*** EXERCISE INPUTS ***
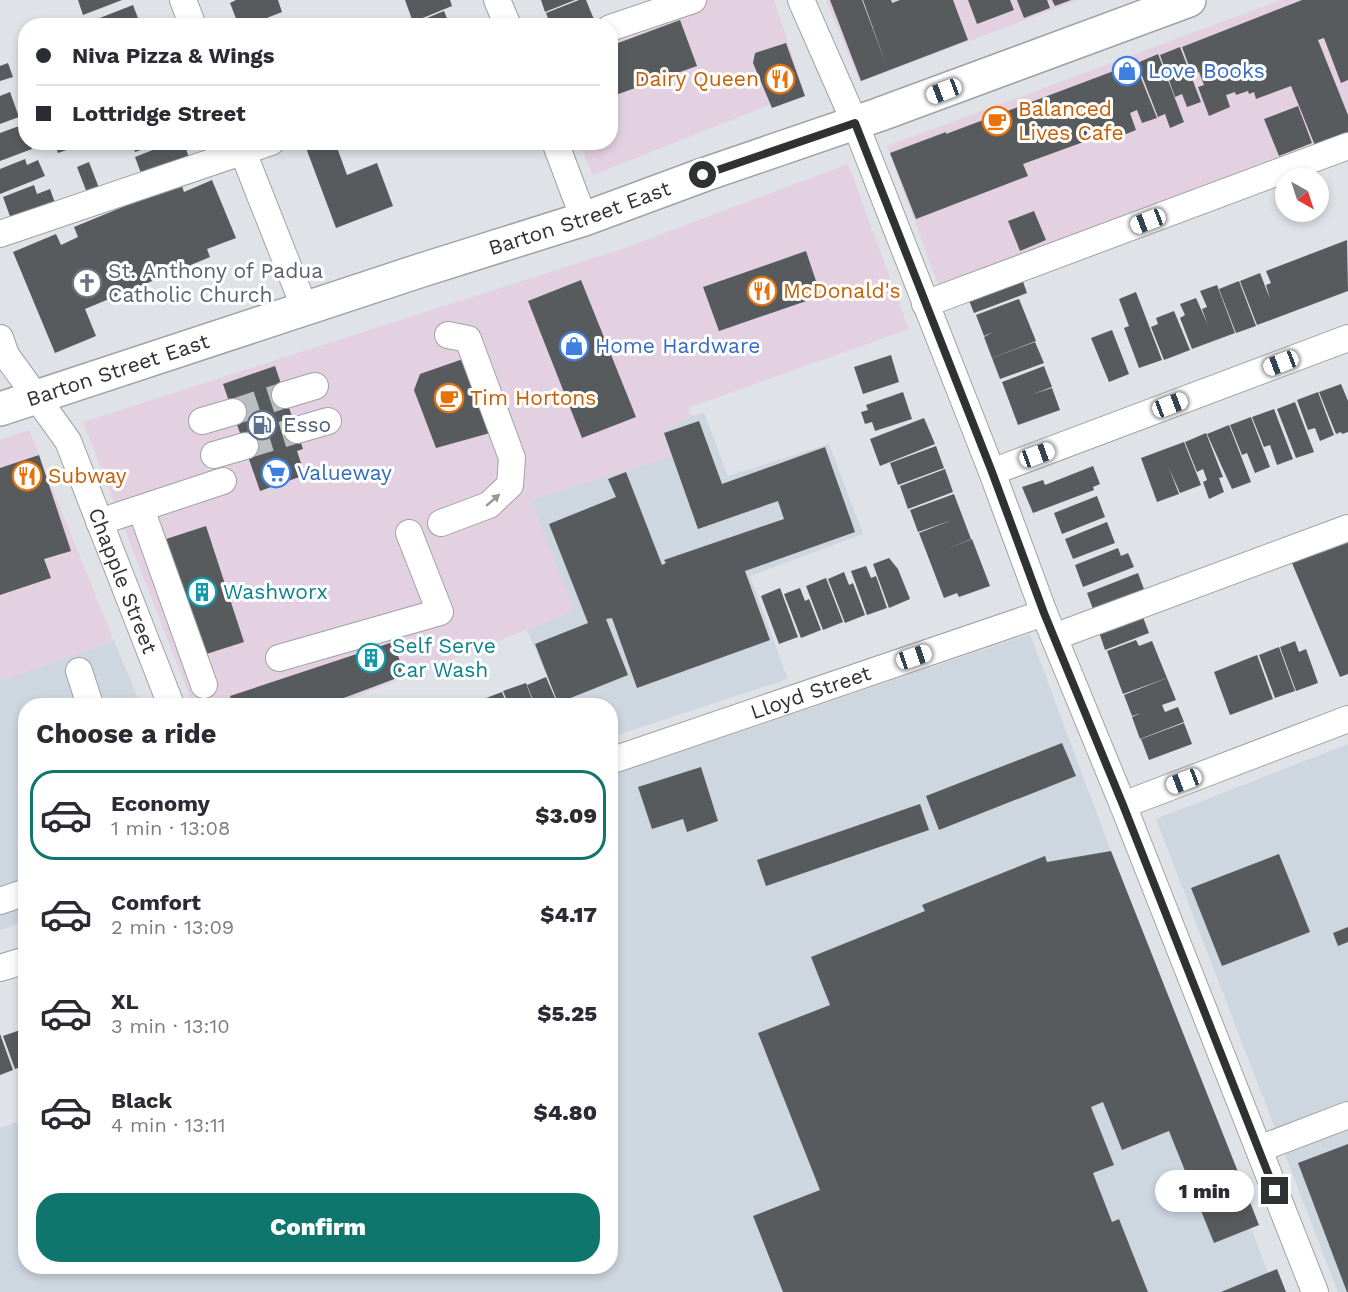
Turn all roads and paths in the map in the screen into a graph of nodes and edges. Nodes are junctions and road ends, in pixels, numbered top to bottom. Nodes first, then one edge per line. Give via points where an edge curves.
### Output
1 (183, 0) edge
2 (497, 0) edge
3 (693, 0) edge
4 (801, 0) edge
5 (1189, 0) edge
6 (190, 18) edge
7 (505, 18) edge
8 (618, 25) edge
9 (855, 123) junction
10 (1348, 146) edge
11 (233, 150) edge
12 (242, 150) edge
13 (558, 150) edge
14 (584, 219) junction
15 (0, 234) edge
16 (925, 304) junction
17 (305, 309) junction
18 (448, 335) dead end
19 (0, 338) edge
20 (1348, 338) edge
21 (315, 386) dead end
22 (285, 395) tunnel mouth
23 (37, 396) junction
24 (0, 409) edge
25 (233, 412) tunnel mouth
26 (202, 421) dead end
27 (328, 421) dead end
28 (297, 430) tunnel mouth
29 (245, 446) tunnel mouth
30 (214, 455) dead end
31 (992, 472) junction
32 (223, 481) dead end
33 (141, 509) junction
34 (99, 522) junction
35 (441, 523) dead end
36 (1348, 528) edge
37 (409, 534) dead end
38 (1044, 613) junction
39 (1054, 637) junction
40 (279, 658) dead end
41 (79, 671) dead end
42 (204, 685) dead end
43 (88, 698) edge
44 (168, 698) edge
45 (1348, 719) edge
46 (618, 758) edge
47 (1123, 805) junction
48 (18, 895) edge
49 (0, 901) edge
50 (18, 962) edge
51 (0, 968) edge
52 (1348, 1115) edge
53 (1259, 1149) junction
54 (1315, 1292) edge

1 - 6 street
2 - 7 street
3 - 8 street
4 - 9 street
5 - 9 main road, Barton Street East
9 - 14 main road, Barton Street East
9 - 16 street
10 - 16 street
11 - 15 street
12 - 17 street
13 - 14 street
14 - 17 main road, Barton Street East
16 - 31 street
17 - 23 main road, Barton Street East
35 -> 18 street via 489,505 510,485 512,458 468,339
19 - 23 street, Chapple Street via 6,355
20 - 31 street
21 - 22 street
23 - 24 main road, Barton Street East
23 - 34 street, Chapple Street via 68,441
25 - 26 street
27 - 28 street
29 - 30 street
31 - 38 street
32 - 33 street
33 - 34 street
33 - 42 street
34 - 44 street, Chapple Street
36 - 39 street
37 - 40 street via 440,612
38 - 39 street
38 - 46 street, Lloyd Street
39 - 47 street
41 - 43 street
45 - 47 street
47 - 53 street
48 - 49 street
50 - 51 street
52 - 53 street
53 - 54 street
*** End of EXERCISE INPUTS ***
WORK INSTRUCTION
For the string "dead", return every line of the data where it appears.

SOLVED PROBLEM
18 (448, 335) dead end
21 (315, 386) dead end
26 (202, 421) dead end
27 (328, 421) dead end
30 (214, 455) dead end
32 (223, 481) dead end
35 (441, 523) dead end
37 (409, 534) dead end
40 (279, 658) dead end
41 (79, 671) dead end
42 (204, 685) dead end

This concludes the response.